Weaviate is a robust, open-source vector database that allows you to store and query data based on its meaning. It supports various modules for text, image, and multimodal vectorization, enabling semantic search, advanced filtering, and question-answering. Weaviate offers flexible deployment options and integrates seamlessly with popular machine learning models and frameworks, providing GraphQL, REST, and gRPC APIs for easy integration with your applications.
Key Features
Semantic Search: Store and query data based on semantic meaning, going beyond keyword matching.
Modular Architecture: Extend Weaviate's functionality with various modules for different data types and tasks.
High Performance: Optimized for speed and scalability to handle large datasets and complex queries.
Multiple APIs: GraphQL, REST, and gRPC APIs provide flexible integration options for your applications.
Horizontal Scalability: Easily scale Weaviate to handle growing data and query loads.
Installation and Deployment on Apolo
You can deploy Weaviate using Apolo, which facilitates Helm chart deployment and integrates with other applications running on the platform. This simplifies deployment and management, allowing for easy customization and integration with your existing infrastructure.
Persistent Storage: Automatically provisions persistent storage for your Weaviate data.
Ingress Configuration: Configure ingress for external access to Weaviate's APIs.
Cluster API Authentication: Set up authentication for Weaviate's cluster API.

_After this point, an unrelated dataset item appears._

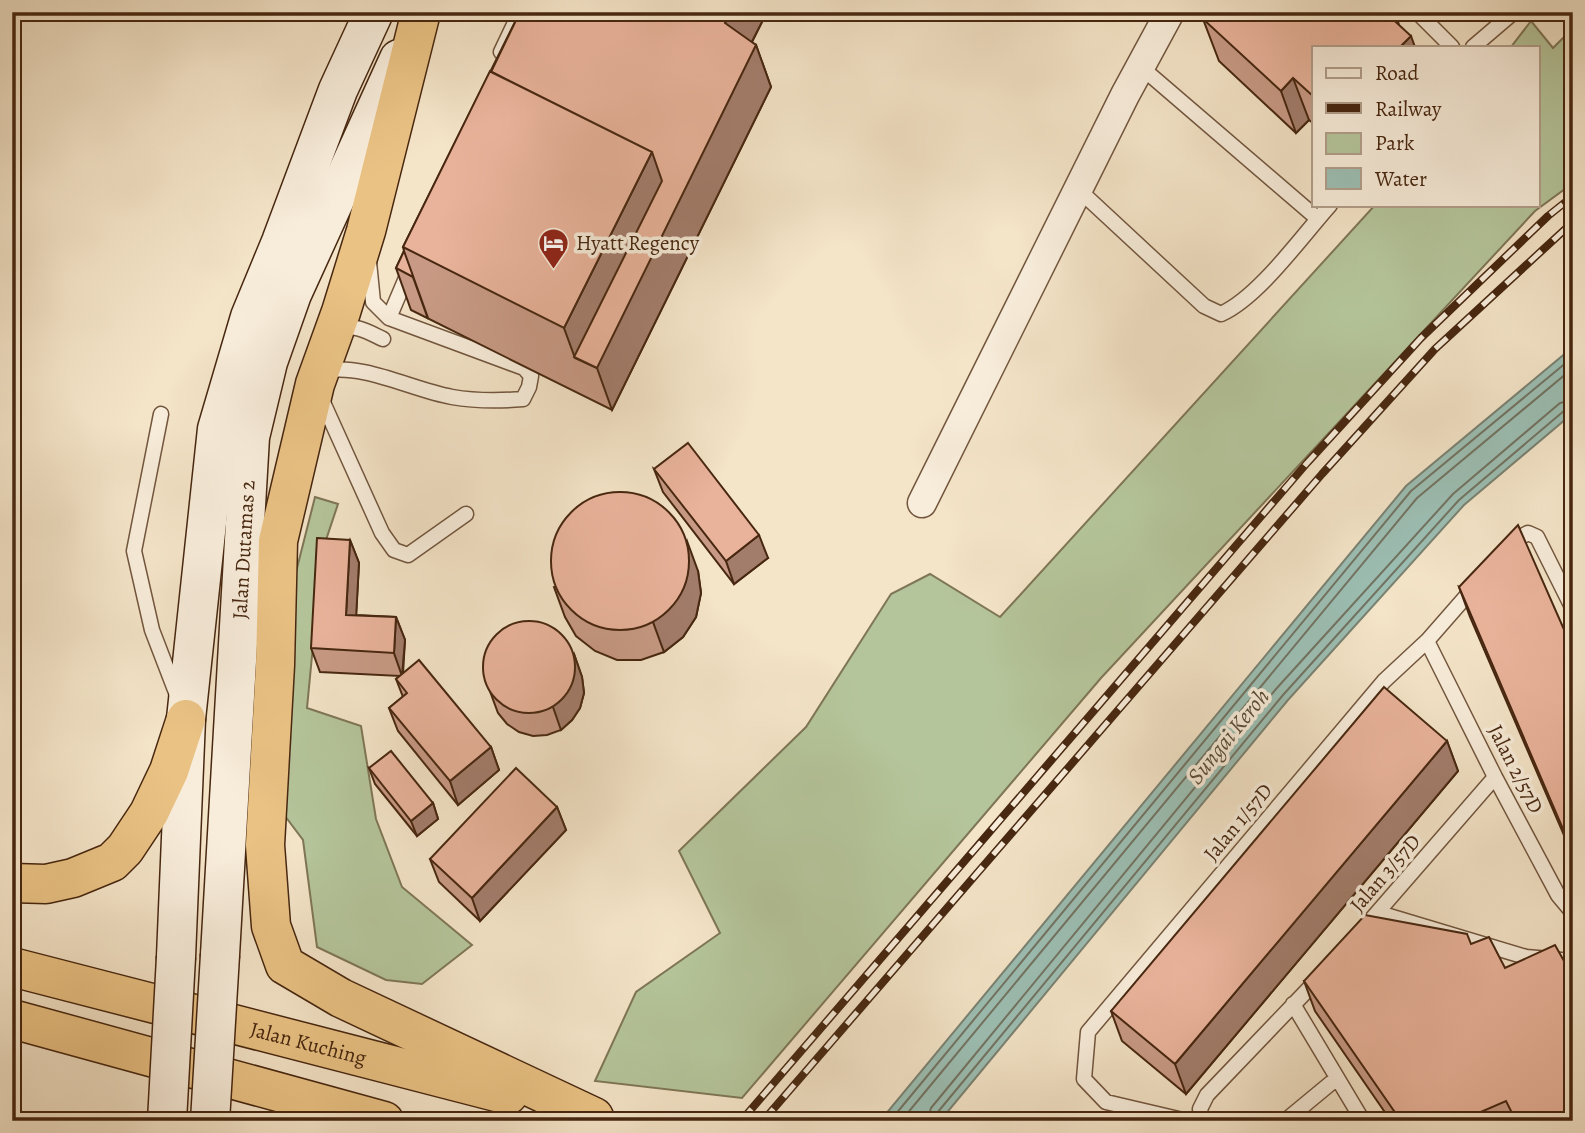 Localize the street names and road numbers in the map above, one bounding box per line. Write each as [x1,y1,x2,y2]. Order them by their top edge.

Backups: Configure backups to an Apolo bucket.
Parameter Descriptions
The following parameters can be set when deploying Weaviate using the Apolo CLI:
Parameter
Type
Description
app_name
String
Required. The name of your Weaviate application (used to name Kubernetes resources). Must adhere to Kubernetes naming conventions. Example: weaviate.
preset_name
String
Required. The name of the Apolo preset to use for resource allocation (e.g., cpu-small, gpu-medium). Determines CPU, memory, and GPU resources. Example: cpu-large.
persistence.size
String
Optional (default: 32Gi). The size of the persistent volume claim for Weaviate's data. Example: 64Gi.
ingress.enabled
Boolean
Optional (default: false). Enables ingress for external access to Weaviate's HTTP and gRPC APIs. Example: true.
ingress.clusterName
String
Optional (default: weaviate). The cluster name for ingress (used in the generated hostname). Only relevant if ingress is enabled. Example: cl1.
ingress.grpc.enabled
Boolean
Optional (default: false). Enable ingress for external access to Weaviate gRPC APIs specifically. Example: true.
clusterApi.username
String
Optional. Username for Weaviate's cluster API. If not specified, it is automatically generated and stored as a secret. Example: taddeus
clusterApi.password
String
Optional. Password for Weaviate's cluster API. If not specified, it is automatically generated and stored as a secret. Example: 31n81tSIc$7il4Js
authentication.enabled
Boolean
Optional (default: false). Enable or disable client authentication. If not set or false, API key authentication must be configured. Example: true.
backups.enabled
Boolean
Optional (default: false). Enable or disable data backups. If enabled, the bucket is created with the name weaviate-backup by default. Example: true.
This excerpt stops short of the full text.